Spatial distribution of isotopic ages of igneous rocks in northern Mexico shows that a magmatic arc commenced at 140 m.y. B.P. near a paleotrench, progressed 1,000 km eastward by 40 m.y. B.P., and then regressed to within 200 km of the continental margin by 18 m.y. B.P. During progression, a calcic and calc-alkaline continental-margin volcano-plutonic regime developed, but farther east, high-K calc-alkaline and alkaline facies formed in northeastern Mexico and west Texas. Following regression, calc-alkaline volcanism was renewed on the Pacific margin at ∼18 m.y. B.P. and continued until cessation of subduction by initiation of transform movements between Pacific and American plates. Benioff zone depth estimates from K57.5 relationships suggest decreasing dip during progression and a variable-dip, variable-depth regime from 140 to 16 m.y. B.P. Both the dip-angle-convergence-rate relationship and independent convergence rates require increasing convergence but decreasing sinking rates of subducted oceanic slab from 80 to 42 m.y. B.P., followed by decreasing convergence and sinking rates from 42 to 16 m.y. B.P. Changes in subduction dynamics are attributed to plate reorganization at 44 m.y. B.P. and the approach of the East Pacific Rise. Differing hydrothermal ore assemblages in zones subparallel to the paleotrench are constrained by magma distribution in space and time Cu-(Mo-W) ores (106 to 40 m.y. old) in calc-alkaline magmas formed during progression, whereas Mo and CaF2 deposits coincide with the alkaline belt during arc stillstand above the deepest subduction depths, and Pb-Zn-Ag deposits (49-26 m.y.

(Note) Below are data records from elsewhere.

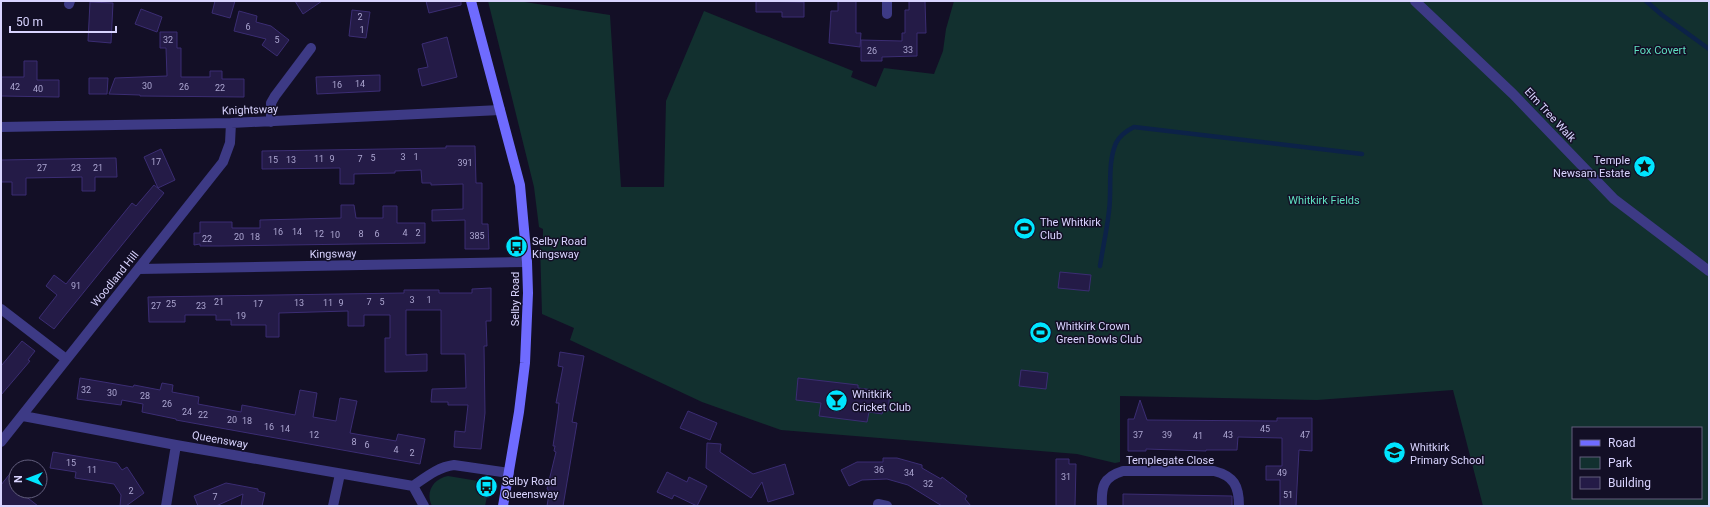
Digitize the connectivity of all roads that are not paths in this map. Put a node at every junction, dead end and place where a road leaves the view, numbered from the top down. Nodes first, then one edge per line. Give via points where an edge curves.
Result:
1 (471, 1) edge
2 (887, 1) edge
3 (1415, 1) edge
4 (887, 14) dead end
5 (311, 48) dead end
6 (500, 110) junction
7 (271, 122) junction
8 (230, 123) junction
9 (1, 127) edge
10 (527, 262) junction
11 (139, 269) junction
12 (1709, 271) edge
13 (1, 309) edge
14 (66, 358) junction
15 (23, 416) junction
16 (1, 442) edge
17 (176, 445) junction
18 (509, 473) junction
19 (340, 474) junction
20 (413, 486) junction
21 (166, 506) edge
22 (333, 506) edge
23 (424, 506) edge
24 (503, 506) edge
25 (1102, 506) edge
26 (1239, 506) edge

1 - 6 main road, Selby Road
2 - 4 street
3 - 12 street, Elm Tree Walk via 1513,94 1614,199
5 - 7 street via 271,103
6 - 7 street, Knightsway
6 - 10 main road, Selby Road via 520,185
7 - 8 street, Knightsway
8 - 9 street, Knightsway
8 - 11 street, Woodland Hill via 230,143 223,162
10 - 11 street, Kingsway
10 - 18 main road, Selby Road via 525,363
11 - 14 street, Woodland Hill
13 - 14 street
14 - 15 street, Woodland Hill
15 - 16 street, Woodland Hill
15 - 17 street, Queensway
17 - 19 street, Queensway
17 - 21 street
18 - 20 street via 446,466
18 - 24 main road, Selby Road
19 - 20 street, Queensway
19 - 22 street
20 - 23 street
25 - 26 street, Templegate Close via 1104,484 1115,473 1123,471 1223,473 1236,486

B.P.) were formed during late arc progression and early regression. These geodynamic variations, plus Sr, Rb, and S isotopic characteristics of the arc terrane, suggest that processes associated with subduction and some crustal contamination, rather than local compositional anomalies in crust or mantle, account for different magma and mineral-deposit suites. Southern Mexico exhibits Fe and Cu zones, whereas the overlapping calc-alkaline trans-Mexican-Chiapanecan arc of late Miocene to Holocene age contains several base- and precious-metal deposits.